----- Records for the exercise -----

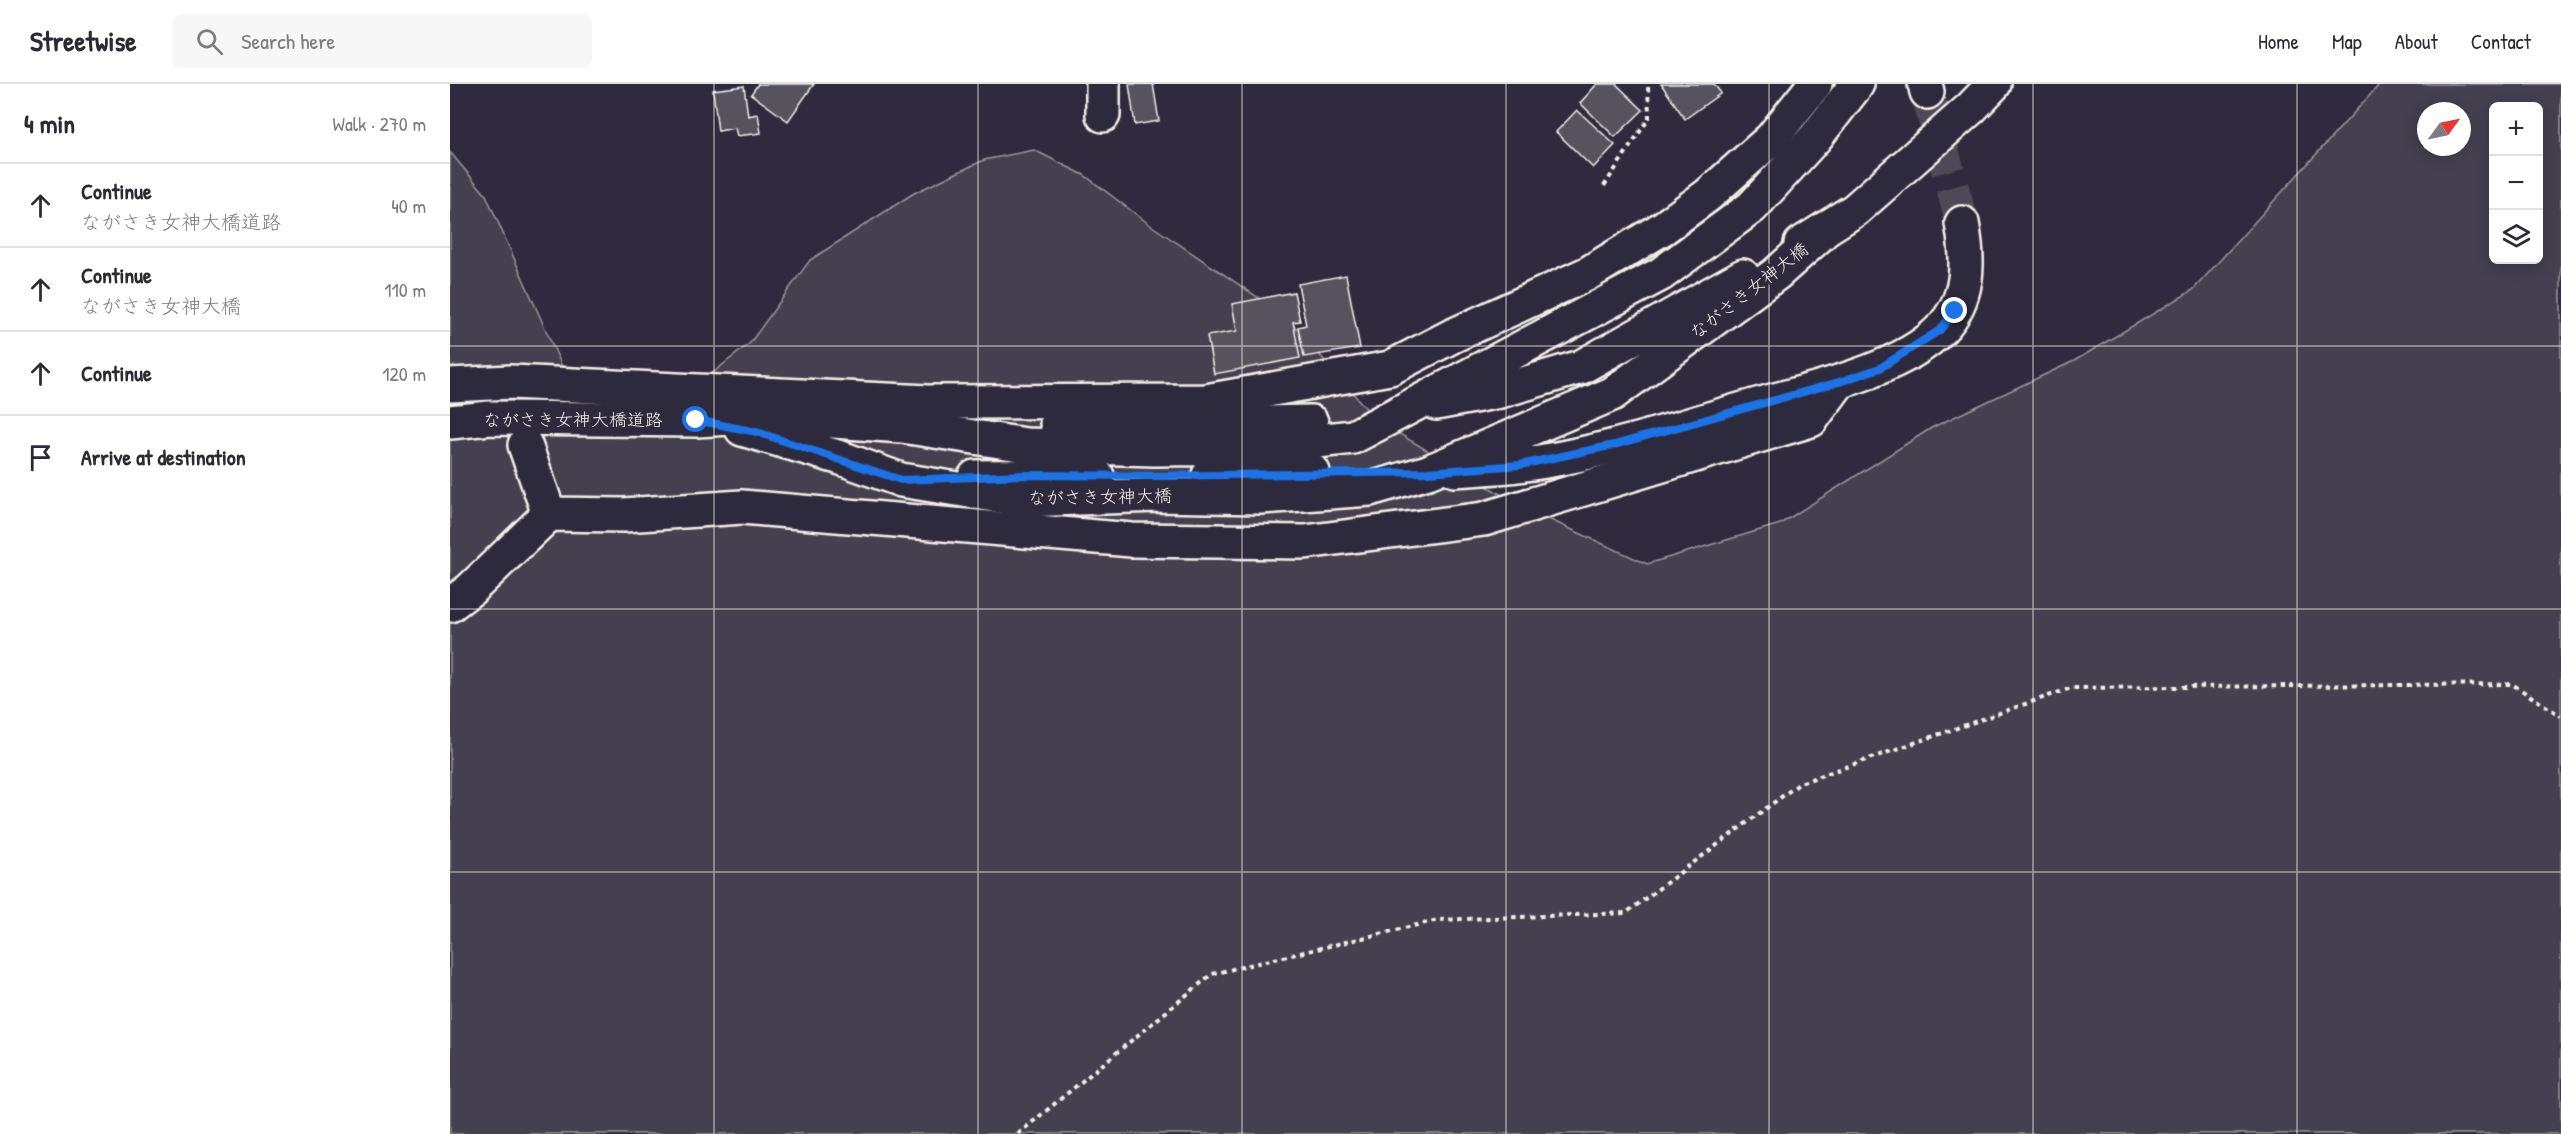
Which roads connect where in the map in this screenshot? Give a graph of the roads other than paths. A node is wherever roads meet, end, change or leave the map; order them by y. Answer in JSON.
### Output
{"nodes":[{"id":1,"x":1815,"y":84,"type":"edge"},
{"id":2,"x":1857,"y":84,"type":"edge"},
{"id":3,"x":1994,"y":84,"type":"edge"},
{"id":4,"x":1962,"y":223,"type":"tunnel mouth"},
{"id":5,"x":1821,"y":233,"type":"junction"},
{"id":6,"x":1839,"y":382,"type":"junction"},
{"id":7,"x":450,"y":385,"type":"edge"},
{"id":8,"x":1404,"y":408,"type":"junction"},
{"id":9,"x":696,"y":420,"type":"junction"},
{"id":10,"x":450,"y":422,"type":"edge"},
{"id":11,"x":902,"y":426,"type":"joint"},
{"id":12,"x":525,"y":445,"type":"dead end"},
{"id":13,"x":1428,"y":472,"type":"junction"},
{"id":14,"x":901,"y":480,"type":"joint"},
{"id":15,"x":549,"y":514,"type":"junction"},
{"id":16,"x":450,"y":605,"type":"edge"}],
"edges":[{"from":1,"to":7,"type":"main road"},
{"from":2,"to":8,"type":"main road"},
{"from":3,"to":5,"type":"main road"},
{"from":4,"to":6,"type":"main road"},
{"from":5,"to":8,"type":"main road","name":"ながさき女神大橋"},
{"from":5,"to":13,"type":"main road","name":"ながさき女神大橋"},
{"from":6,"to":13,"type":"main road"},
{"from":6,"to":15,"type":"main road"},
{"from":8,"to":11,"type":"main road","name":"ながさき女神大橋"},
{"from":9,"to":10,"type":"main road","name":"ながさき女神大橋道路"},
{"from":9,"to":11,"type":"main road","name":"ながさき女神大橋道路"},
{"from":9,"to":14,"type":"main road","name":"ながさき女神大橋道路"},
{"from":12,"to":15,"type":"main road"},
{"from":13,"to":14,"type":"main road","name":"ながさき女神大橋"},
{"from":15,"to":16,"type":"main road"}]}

-----

Task prompt => Scan the material above for the string "joint". Return each line where it occurs.

Solved problem =>
{"id":11,"x":902,"y":426,"type":"joint"},
{"id":14,"x":901,"y":480,"type":"joint"},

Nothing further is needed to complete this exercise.